Silverberg has invented a future "utopian" society where the earth supports 75 billion people "comfortably" in terms of physical resources -- and the society sees expanding that population rapidly as its main reason for existing. A clever balance of technology, energy efficiency, and agricultural balance all makes this seem possible.
What is so great about this to me is how Silverberg gradually brings to light the true horror of living in this society, by having us share the thoughts and experiences of a series of its members as the novel progresses.
In each case you see that on the surface, all seems well, yet ALL of these people are terribly unhappy and have no true sense of purpose or connectedness.
Why?

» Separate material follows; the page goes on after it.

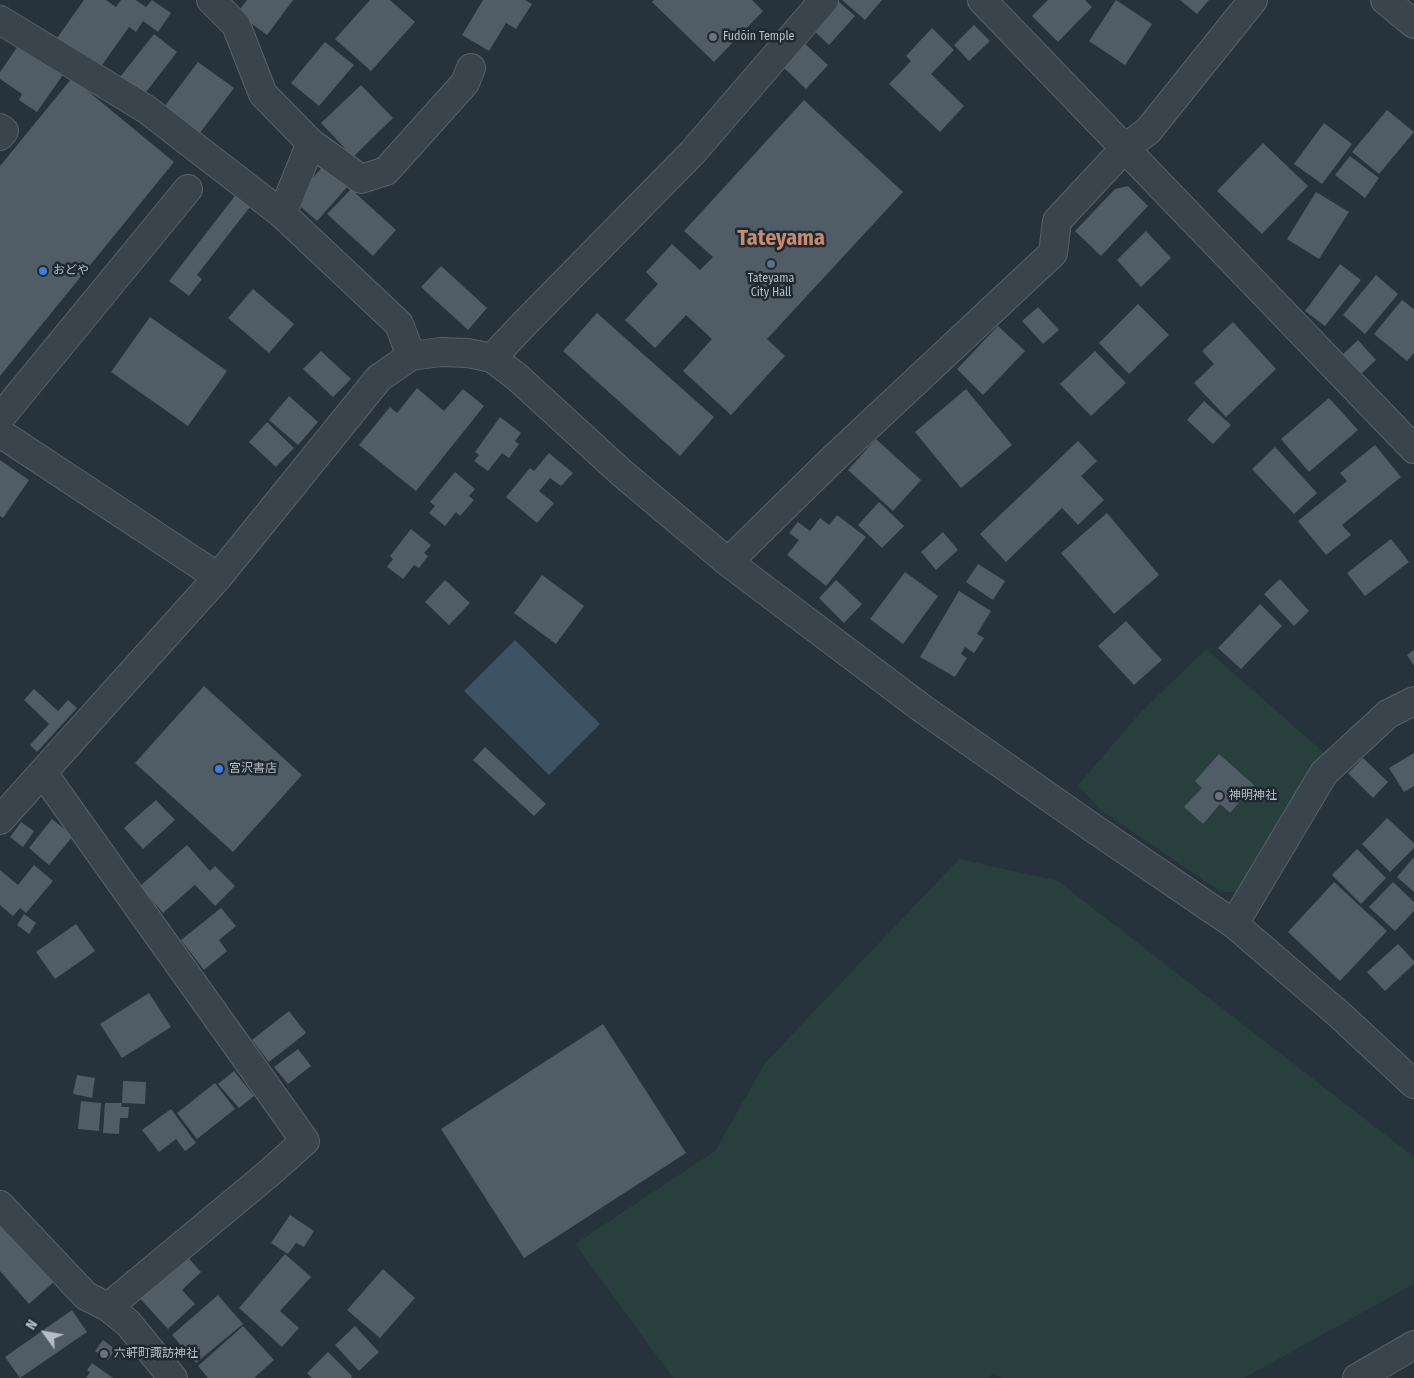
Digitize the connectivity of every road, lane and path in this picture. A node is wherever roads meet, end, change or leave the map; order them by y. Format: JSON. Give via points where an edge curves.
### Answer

Well, handling the population has required huge sacrifices. Absolute conformation to the norms is an absolute requirement. Failure to adhere to such norms is met with brainwashing, or for more aggregious cases (or where the brainwashing fails) summary execution by being dumped into the nearest matter-to-energy converter -- where your atoms "serve" society without causing any pollution. There is still a heavy class structure to society, with all the ill emotional effects that holds today, and the lucky few chosen for the top reap all the benefits -- NOT for the good of themselves more than for "the people".
The results, which Silverberg gradually makes us realize is a society which: allows no personal property, pays virtually no attention to the emotional needs of its children, demands total conformity and obedience upon pain of death or being stripped of all personality, gives no choice over where or how one lives, gives no choice over career, interests, mates, and has most of its members taking hallucinogens as a socially accepted psychological crutch. Also, religion is a pre-packaged standardized psychological crutch, thrust on anyone feeling unhappy with essentially the "you have to have faith" mantra. Finally, nearly everyone feels like a failure for not LIKING their role in the SHAM that society is full of happy members.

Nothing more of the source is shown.